Mystery creature: A hairless animal has wildlife experts around Ashland, Ky., stymied as to its identity. Thought by some to be from the raccoon family, "Godiva" is being studied at Kentucky Wildlife-Line Inc./A6

ASHLAND, Ky. — Hairless animals have taken up residence in a hillside sawdust dump in Ashland, and wildlife experts are trying to decide just what kind of animals they are.

Some naturalists think the animals are nothing more exotic than raccoons.

That might be true, but it doesn't settle the question of why only some raccoons in the region have lost their fur.

"Every theory we come up with, you can blow holes right through it," said Barbara Rosenman of Kentucky Wildlife-Line Inc., a northern Kentucky company that treats injured wildlife.

The animals were first seen about three months ago near a wooded neighborhood on the east side of Ashland, on the Ohio River near where the Kentucky, Ohio and West Virginia borders meet.

At first, none of Bobby Hale's neighbors believed her tales about cute animals that roamed her yard at night. Hale, who leaves scraps of food for the timid animals, said they bark like dogs and eat almost anything.

When she borrowed a trap from a neighbor and caught one of the things, even the wildlife experts remained skeptical.

"I thought it was a prank," said Rosenman, who first saw one of the animals when it was delivered to her a week ago. "I thought someone had taken a straight razor and shaved her."
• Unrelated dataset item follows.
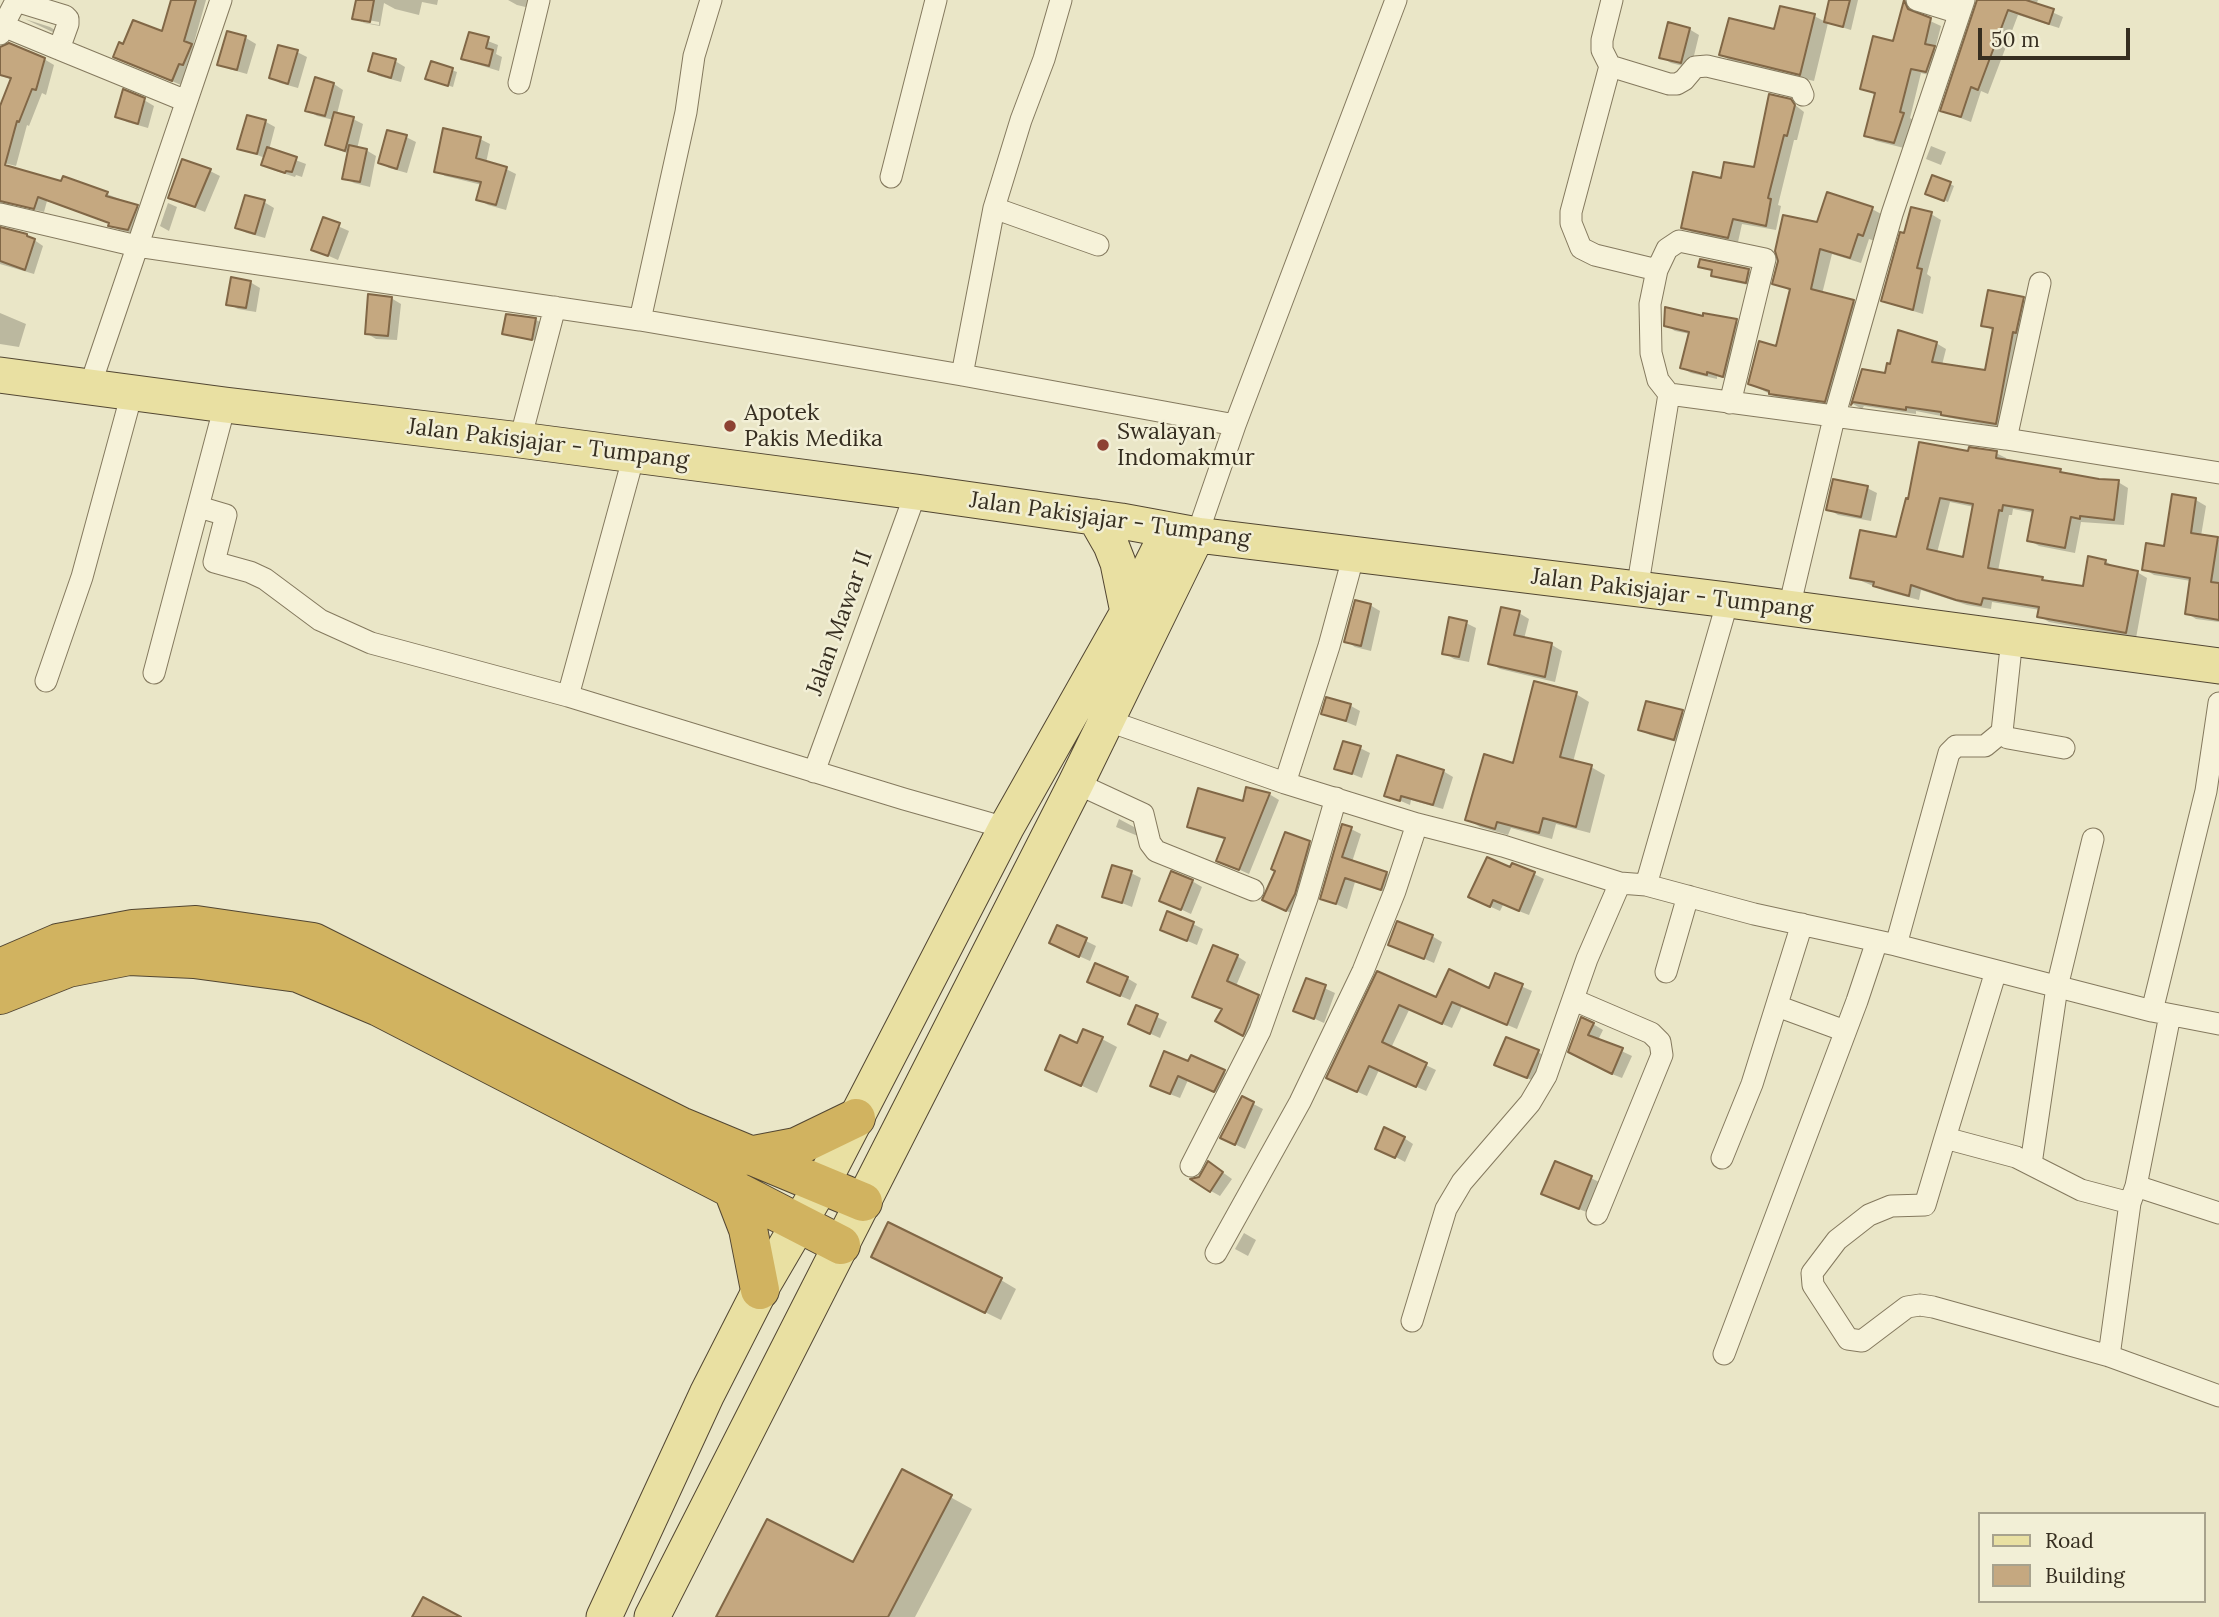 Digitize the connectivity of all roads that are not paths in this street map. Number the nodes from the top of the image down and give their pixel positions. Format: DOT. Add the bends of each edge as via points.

The animals, which have whiskers and tufts of hair on their feet, look like a cross between a raccoon and an opossum, Hale said, although it is impossible for those animals to cross-breed.

Wildlife biologists think the animals are raccoons because of their shape and the way they behave, said Tom Edwards, a specialist in fur-bearing animals with the Kentucky Fish and Wildlife Department.

But several people who have seen snapshots of the animals say the critters look more like bandicoots, small marsupials of Australia and New Guinea, Hale said.